- **Work to complete**
From the material below, copy out each line with the word "Nodes" in it.

- **Listed records**
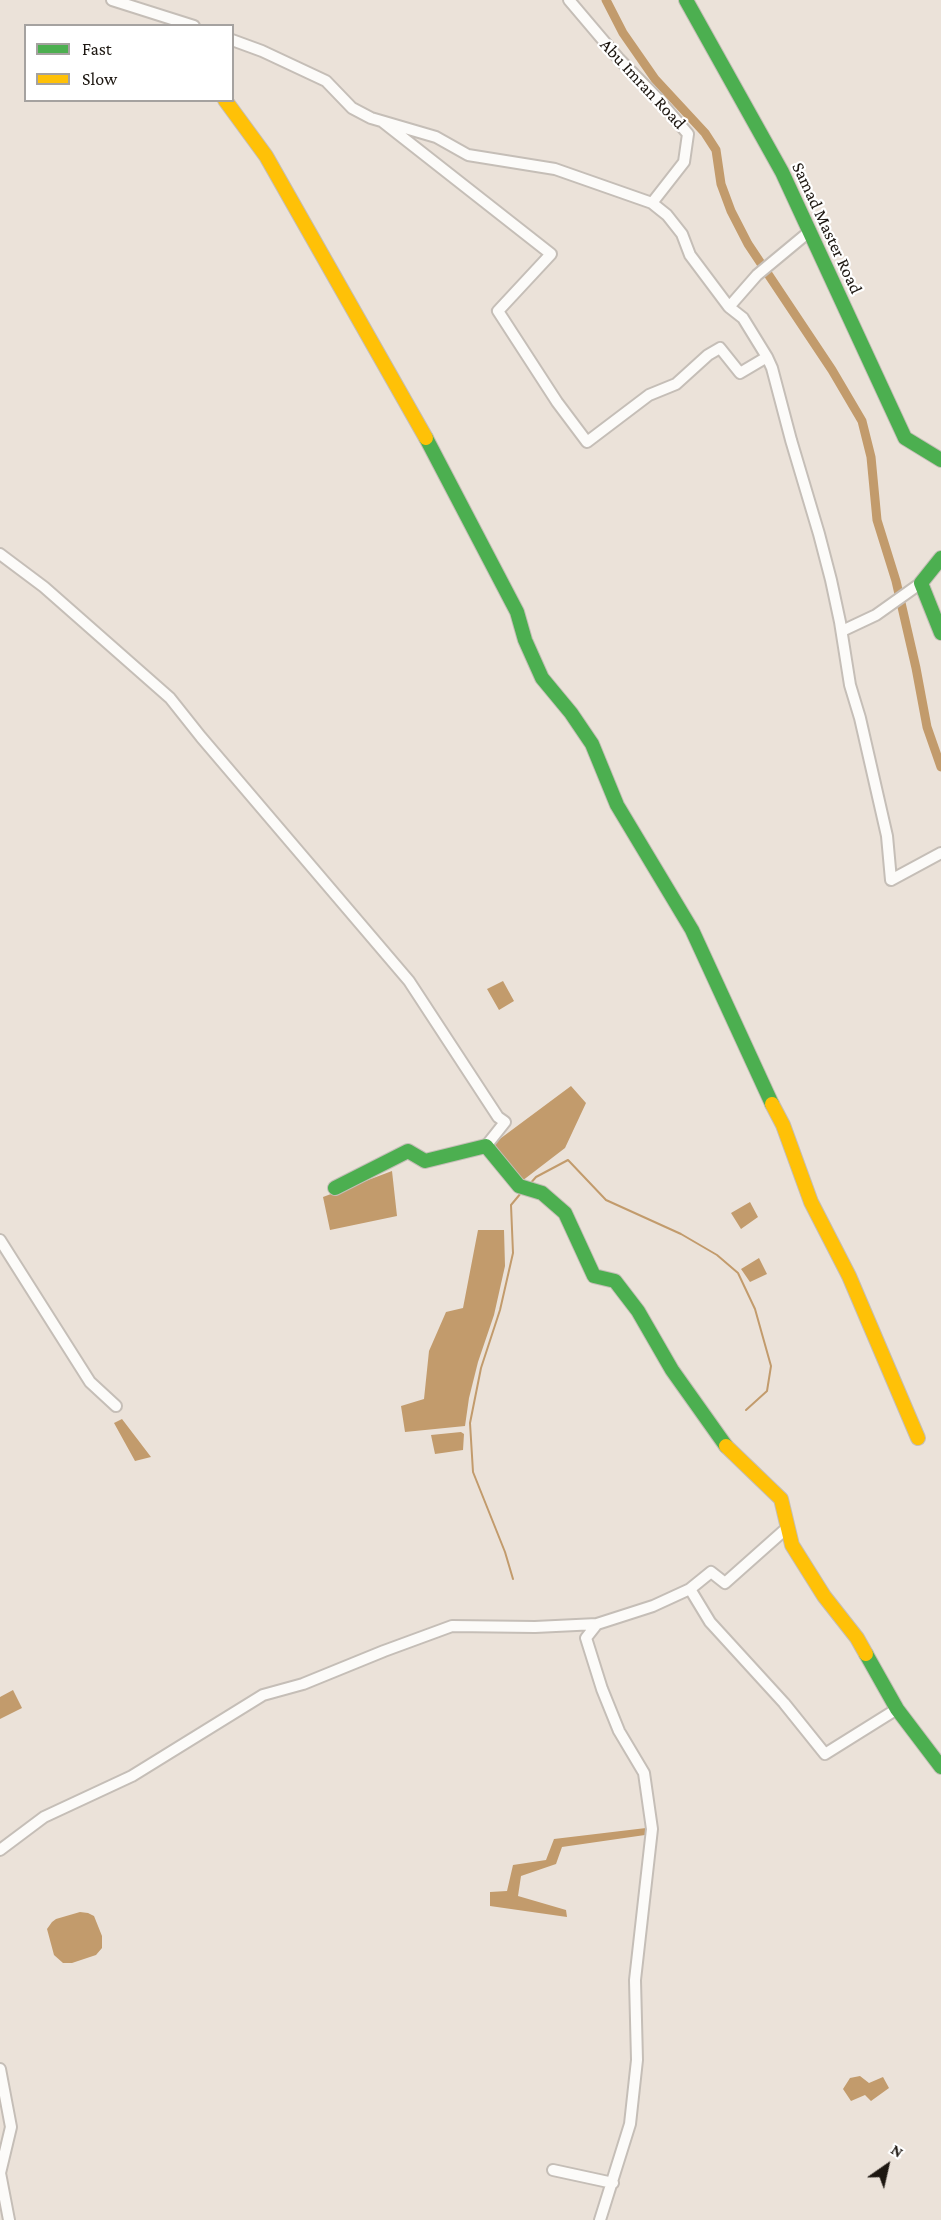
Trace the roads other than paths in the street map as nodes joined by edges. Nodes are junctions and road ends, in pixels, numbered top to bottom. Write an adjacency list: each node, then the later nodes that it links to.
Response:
1 (112, 0): 4 (street)
2 (569, 0): 8 (street, Abu Imran Road)
3 (686, 0): 9 (street, Samad Master Road)
4 (178, 22)
5 (234, 41): 7 (street)
6 (226, 102): 23 (street)
7 (383, 122): 8 (street); 11 (street)
8 (652, 203): 10 (street)
9 (810, 231): 10 (street); 12 (street, Samad Master Road)
10 (729, 307): 11 (street)
11 (767, 357): 16 (street)
12 (941, 460)
13 (0, 554): 19 (street)
14 (941, 558): 15 (street)
15 (917, 585): 16 (street); 17 (street)
16 (842, 631): 18 (street)
17 (941, 633)
18 (941, 853)
19 (486, 1146): 20 (street); 24 (street)
20 (335, 1188)
21 (0, 1240): 22 (street)
22 (116, 1406)
23 (918, 1438)
24 (788, 1527): 25 (street); 27 (street)
25 (690, 1589): 26 (street); 27 (street)
26 (597, 1624): 29 (street); 32 (street)
27 (897, 1708): 28 (street)
28 (941, 1767)
29 (0, 1850)
30 (0, 2069): 33 (street)
31 (553, 2170): 32 (street)
32 (613, 2183): 34 (street)
33 (9, 2220)
34 (600, 2220)

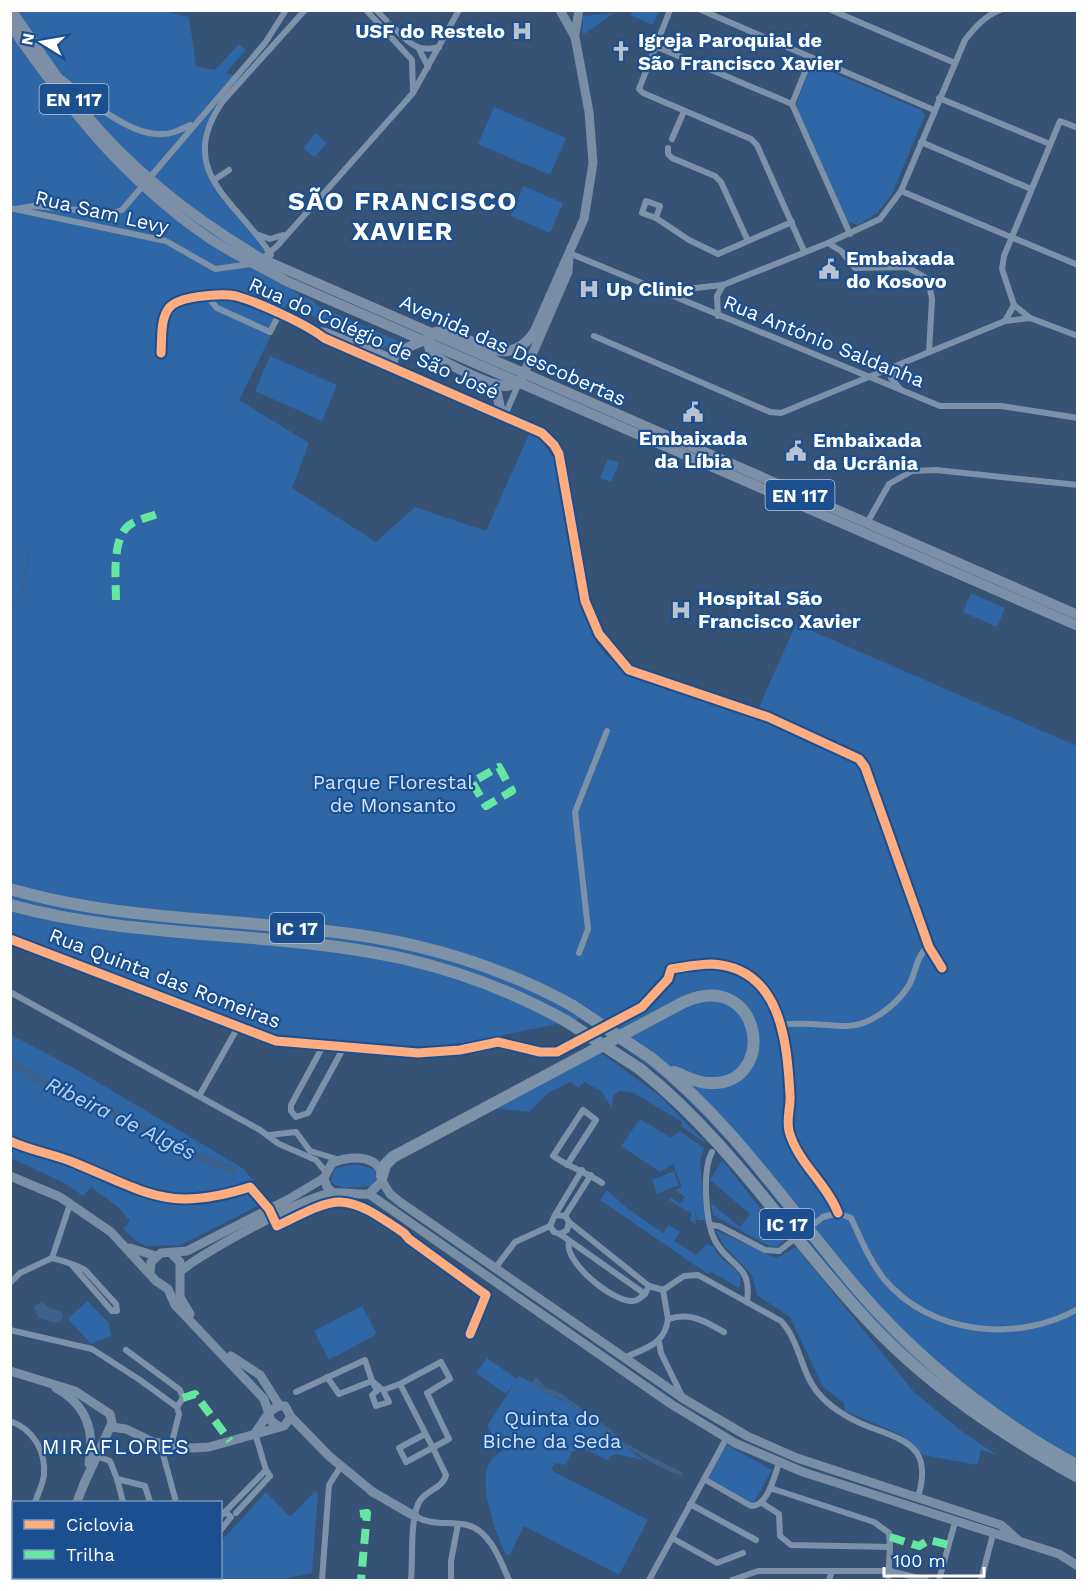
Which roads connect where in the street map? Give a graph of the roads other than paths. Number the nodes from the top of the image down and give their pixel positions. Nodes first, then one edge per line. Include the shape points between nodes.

- **Exercise solution**
Trace the roads other than paths in the street map as nodes joined by edges. Nodes are junctions and road ends, in pixels, numbered top to bottom. Write an adjacency list: each node, then the later nodes that it links to.
Which roads connect where in the street map? Give a graph of the roads other than paths. Number the nodes from the top of the image down and give their pixel positions. Nodes first, then one edge per line. Include the shape points between nodes.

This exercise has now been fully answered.